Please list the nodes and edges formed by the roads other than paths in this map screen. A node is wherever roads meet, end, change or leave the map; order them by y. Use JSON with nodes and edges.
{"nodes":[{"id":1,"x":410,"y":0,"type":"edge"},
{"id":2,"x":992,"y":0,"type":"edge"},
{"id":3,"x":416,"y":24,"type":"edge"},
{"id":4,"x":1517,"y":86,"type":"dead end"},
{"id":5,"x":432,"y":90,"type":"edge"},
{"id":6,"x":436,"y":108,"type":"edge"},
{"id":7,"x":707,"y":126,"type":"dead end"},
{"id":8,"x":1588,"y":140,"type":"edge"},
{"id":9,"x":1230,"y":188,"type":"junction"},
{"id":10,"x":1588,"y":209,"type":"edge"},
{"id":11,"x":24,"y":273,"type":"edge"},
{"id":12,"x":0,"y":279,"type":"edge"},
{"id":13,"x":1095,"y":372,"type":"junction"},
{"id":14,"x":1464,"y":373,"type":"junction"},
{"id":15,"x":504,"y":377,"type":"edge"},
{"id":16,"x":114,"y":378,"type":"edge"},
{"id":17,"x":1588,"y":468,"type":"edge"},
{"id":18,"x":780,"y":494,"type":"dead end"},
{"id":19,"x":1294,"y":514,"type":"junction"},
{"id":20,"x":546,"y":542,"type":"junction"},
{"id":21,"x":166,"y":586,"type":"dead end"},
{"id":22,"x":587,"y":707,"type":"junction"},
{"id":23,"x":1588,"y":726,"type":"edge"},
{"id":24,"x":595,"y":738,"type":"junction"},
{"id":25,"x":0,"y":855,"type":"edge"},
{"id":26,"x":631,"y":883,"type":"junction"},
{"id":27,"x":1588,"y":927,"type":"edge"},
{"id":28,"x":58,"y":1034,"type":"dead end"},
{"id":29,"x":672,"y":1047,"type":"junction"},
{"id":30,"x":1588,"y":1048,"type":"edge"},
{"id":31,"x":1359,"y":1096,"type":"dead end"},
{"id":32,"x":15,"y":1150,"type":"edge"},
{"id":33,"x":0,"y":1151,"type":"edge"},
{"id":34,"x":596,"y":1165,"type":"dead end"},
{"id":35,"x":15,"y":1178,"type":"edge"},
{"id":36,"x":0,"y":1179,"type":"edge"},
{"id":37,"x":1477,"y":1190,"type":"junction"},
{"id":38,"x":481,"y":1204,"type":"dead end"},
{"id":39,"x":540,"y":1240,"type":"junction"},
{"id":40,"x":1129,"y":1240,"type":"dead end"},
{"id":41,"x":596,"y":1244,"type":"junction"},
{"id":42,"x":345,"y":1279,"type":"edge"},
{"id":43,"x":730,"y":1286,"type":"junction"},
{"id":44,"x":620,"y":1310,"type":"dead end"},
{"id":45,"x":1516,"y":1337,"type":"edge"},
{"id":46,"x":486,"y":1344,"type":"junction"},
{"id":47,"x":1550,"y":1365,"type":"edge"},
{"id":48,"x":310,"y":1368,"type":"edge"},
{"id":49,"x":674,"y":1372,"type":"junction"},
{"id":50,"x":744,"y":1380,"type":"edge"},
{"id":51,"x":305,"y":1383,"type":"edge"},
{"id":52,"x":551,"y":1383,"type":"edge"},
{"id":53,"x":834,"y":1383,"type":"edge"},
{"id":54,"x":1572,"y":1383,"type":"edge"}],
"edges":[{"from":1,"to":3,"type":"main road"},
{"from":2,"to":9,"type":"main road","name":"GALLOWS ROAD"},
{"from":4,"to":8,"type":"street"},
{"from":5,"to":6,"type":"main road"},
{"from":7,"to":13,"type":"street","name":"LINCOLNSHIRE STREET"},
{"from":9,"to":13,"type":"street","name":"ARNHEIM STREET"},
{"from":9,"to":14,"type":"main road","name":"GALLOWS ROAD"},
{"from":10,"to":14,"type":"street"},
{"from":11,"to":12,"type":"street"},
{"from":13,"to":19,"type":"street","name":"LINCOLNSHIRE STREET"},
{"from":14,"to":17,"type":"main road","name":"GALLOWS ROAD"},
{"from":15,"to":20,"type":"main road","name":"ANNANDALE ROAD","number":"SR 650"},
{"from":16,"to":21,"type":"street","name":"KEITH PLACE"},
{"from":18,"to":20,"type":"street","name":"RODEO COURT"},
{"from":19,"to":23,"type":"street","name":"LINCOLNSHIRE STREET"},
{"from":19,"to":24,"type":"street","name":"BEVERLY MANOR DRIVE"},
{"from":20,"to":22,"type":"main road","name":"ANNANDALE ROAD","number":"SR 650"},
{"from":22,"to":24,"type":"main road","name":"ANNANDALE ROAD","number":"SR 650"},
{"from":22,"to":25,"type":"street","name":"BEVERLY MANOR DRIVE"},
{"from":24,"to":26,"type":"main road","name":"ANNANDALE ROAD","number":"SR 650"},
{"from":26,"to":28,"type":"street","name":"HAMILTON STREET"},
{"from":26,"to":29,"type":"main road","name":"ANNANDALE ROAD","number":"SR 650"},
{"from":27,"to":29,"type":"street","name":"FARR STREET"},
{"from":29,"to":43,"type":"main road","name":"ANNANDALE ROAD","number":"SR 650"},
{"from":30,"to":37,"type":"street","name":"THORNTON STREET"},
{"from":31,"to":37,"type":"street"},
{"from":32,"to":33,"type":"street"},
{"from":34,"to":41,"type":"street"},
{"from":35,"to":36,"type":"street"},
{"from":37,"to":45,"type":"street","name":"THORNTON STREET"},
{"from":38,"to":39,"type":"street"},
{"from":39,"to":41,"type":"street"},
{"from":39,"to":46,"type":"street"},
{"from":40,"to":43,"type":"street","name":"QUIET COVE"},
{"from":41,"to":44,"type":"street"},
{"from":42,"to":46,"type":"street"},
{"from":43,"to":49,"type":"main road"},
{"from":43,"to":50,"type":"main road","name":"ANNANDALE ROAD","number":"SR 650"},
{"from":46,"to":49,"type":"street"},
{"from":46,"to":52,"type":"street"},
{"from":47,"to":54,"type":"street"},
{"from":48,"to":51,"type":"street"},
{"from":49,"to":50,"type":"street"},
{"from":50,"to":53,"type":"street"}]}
● ● ●
- [Exercise requirements]: A line belongs in the answer if it contains the word "LINCOLNSHIRE"; copy every such line from the data above.

- [Answer space]:
{"from":7,"to":13,"type":"street","name":"LINCOLNSHIRE STREET"},
{"from":13,"to":19,"type":"street","name":"LINCOLNSHIRE STREET"},
{"from":19,"to":23,"type":"street","name":"LINCOLNSHIRE STREET"},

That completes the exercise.